What the exercise asks: Leave every picture out, and retype all the remaining records exactly.

··· Dataset entries ···

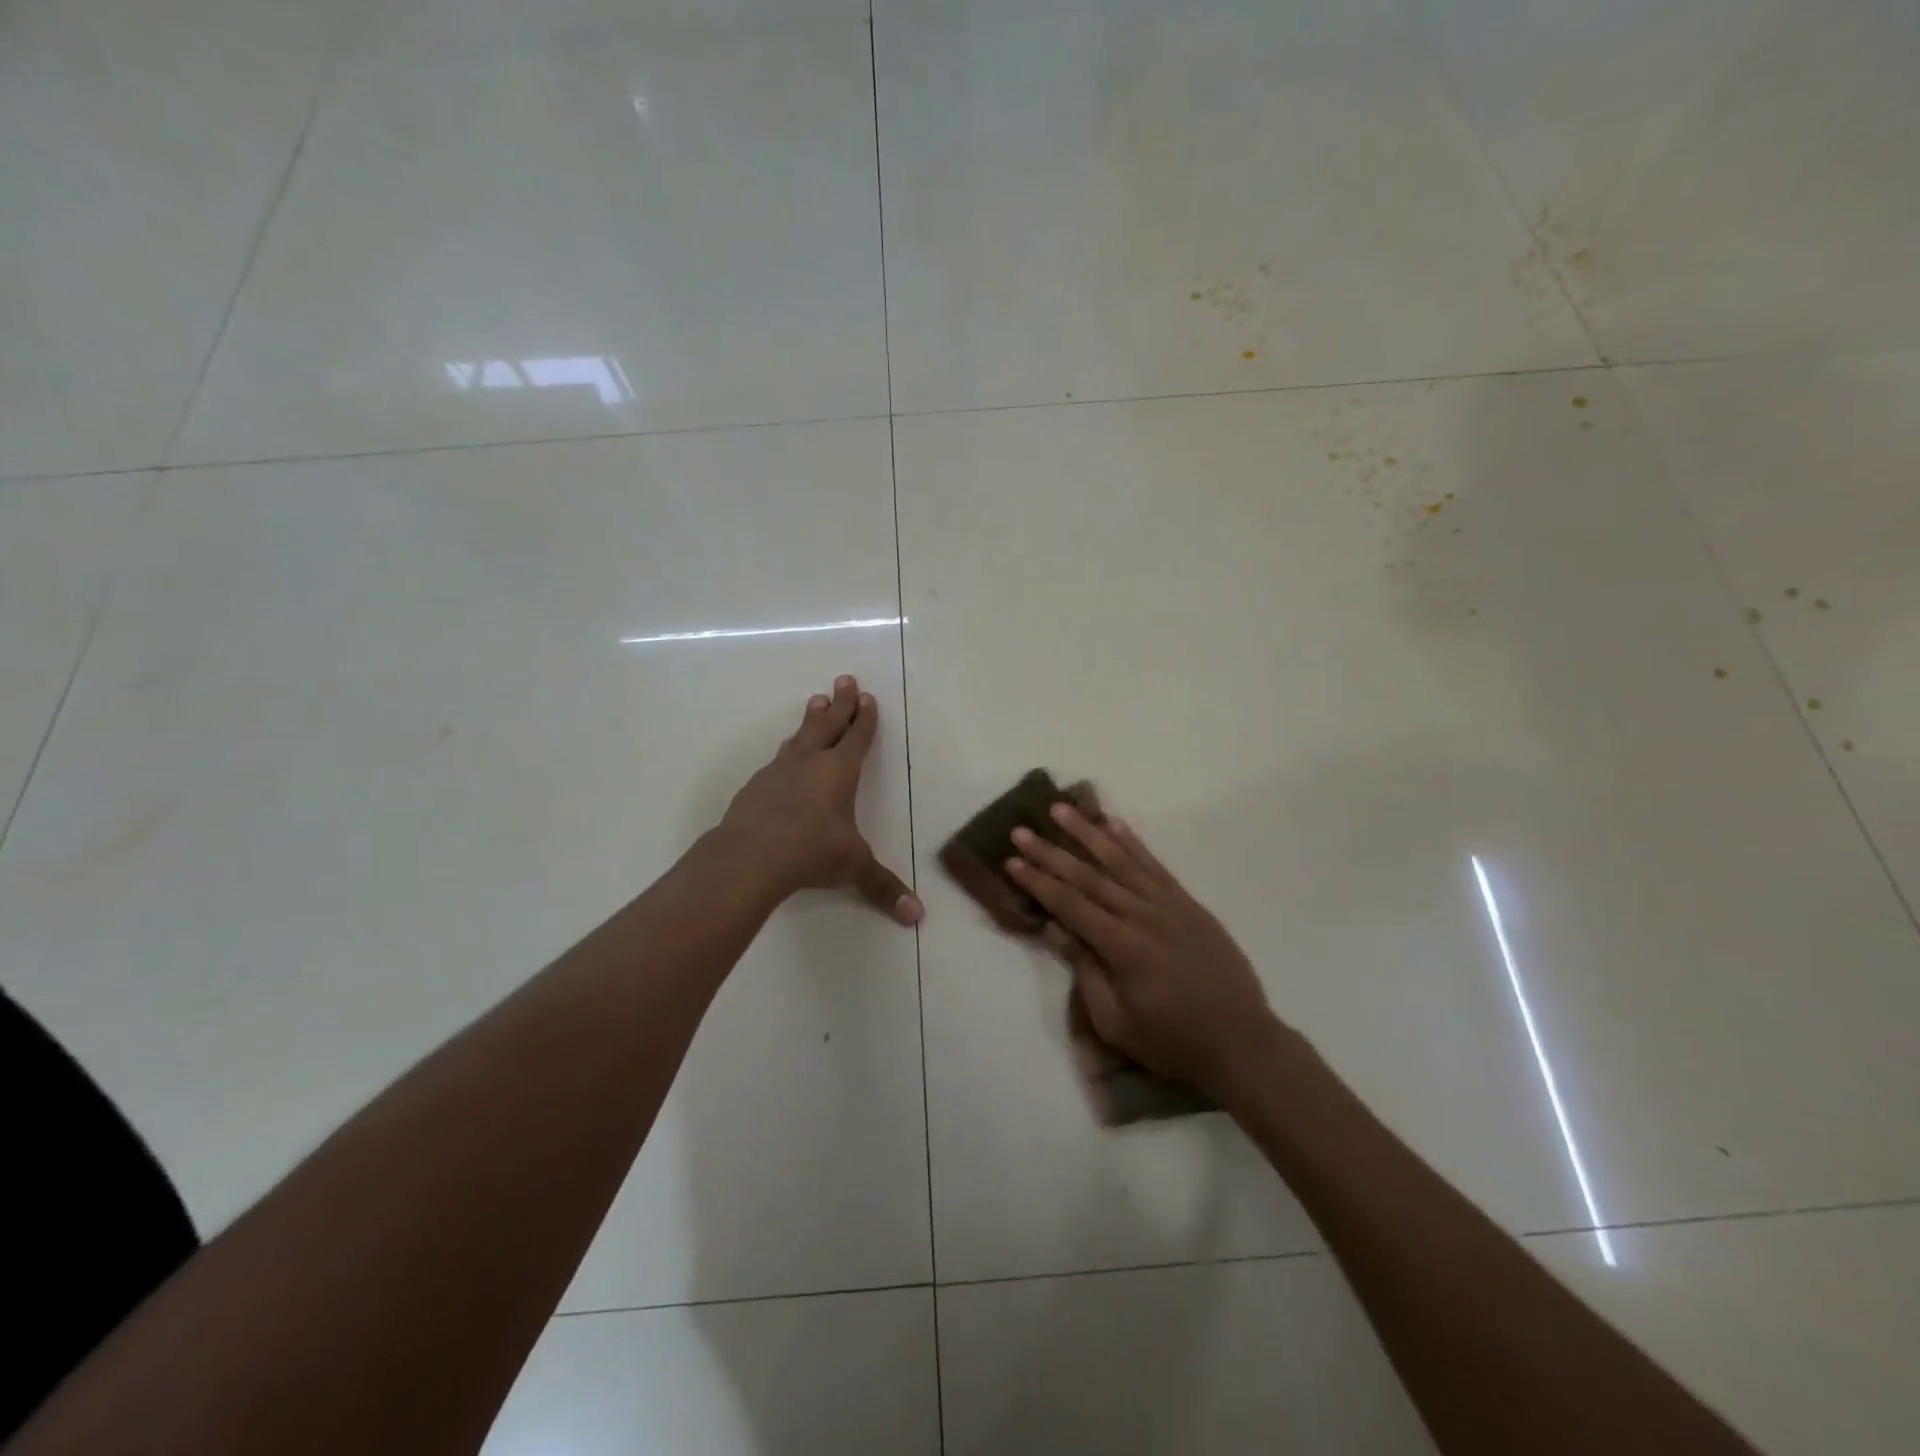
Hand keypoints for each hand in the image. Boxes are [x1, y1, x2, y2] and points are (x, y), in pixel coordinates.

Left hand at [719, 676, 922, 925]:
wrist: (749, 856)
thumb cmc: (811, 851)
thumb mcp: (853, 866)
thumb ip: (883, 887)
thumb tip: (917, 918)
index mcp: (839, 772)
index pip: (857, 737)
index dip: (864, 718)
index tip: (867, 697)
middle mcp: (810, 762)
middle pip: (828, 723)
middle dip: (840, 702)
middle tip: (844, 678)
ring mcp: (779, 771)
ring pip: (800, 736)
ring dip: (811, 718)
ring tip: (816, 701)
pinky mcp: (756, 786)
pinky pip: (778, 759)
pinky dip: (788, 750)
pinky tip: (784, 756)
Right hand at [1006, 805, 1285, 1097]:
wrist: (1241, 1041)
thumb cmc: (1172, 1041)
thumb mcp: (1116, 1023)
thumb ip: (1085, 972)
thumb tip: (1055, 928)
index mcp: (1123, 947)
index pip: (1070, 905)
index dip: (1038, 882)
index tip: (1011, 861)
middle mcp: (1143, 915)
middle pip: (1089, 876)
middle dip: (1051, 852)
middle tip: (1021, 830)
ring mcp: (1169, 904)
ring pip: (1121, 860)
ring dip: (1088, 832)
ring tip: (1061, 809)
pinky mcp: (1187, 903)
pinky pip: (1155, 865)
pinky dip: (1132, 842)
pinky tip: (1113, 823)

···

Solution below:
Hand keypoints for each hand in the image. Boxes are [x1, y1, x2, y2] and points are (x, y), in pixel coordinates.

Left hand at [719, 676, 922, 925]:
wrist: (749, 856)
thumb cmc: (811, 851)
thumb mcp: (853, 866)
thumb ip: (883, 887)
thumb tip: (917, 918)
index mcp: (839, 772)
index pip: (857, 737)
index dip: (864, 718)
index tip: (867, 697)
middle mcp: (810, 762)
middle pip: (828, 723)
middle dip: (840, 702)
middle tip: (844, 678)
ring mcp: (779, 771)
ring pip: (800, 736)
ring dip: (811, 718)
ring tip: (816, 701)
pinky mcp: (756, 786)
pinky pip: (778, 759)
pinky dip: (788, 750)
pinky tip: (784, 756)
Right hand at [1006, 805, 1285, 1097]:
wrist: (1241, 1041)
thumb cmc: (1172, 1041)
thumb mcp: (1116, 1023)
thumb ip: (1085, 972)
thumb tip: (1055, 928)
index mcp: (1123, 947)
index pip: (1070, 905)
index dip: (1038, 882)
index tip: (1011, 861)
middle mcp: (1143, 915)
middle pip: (1089, 876)
middle dip: (1051, 852)
middle tip: (1021, 830)
ring mcp: (1169, 904)
ring pip: (1121, 860)
ring dip: (1088, 832)
ring tip: (1061, 809)
pinky mcp: (1187, 903)
pinky pip: (1155, 865)
pinky dip: (1132, 842)
pinky tip: (1113, 823)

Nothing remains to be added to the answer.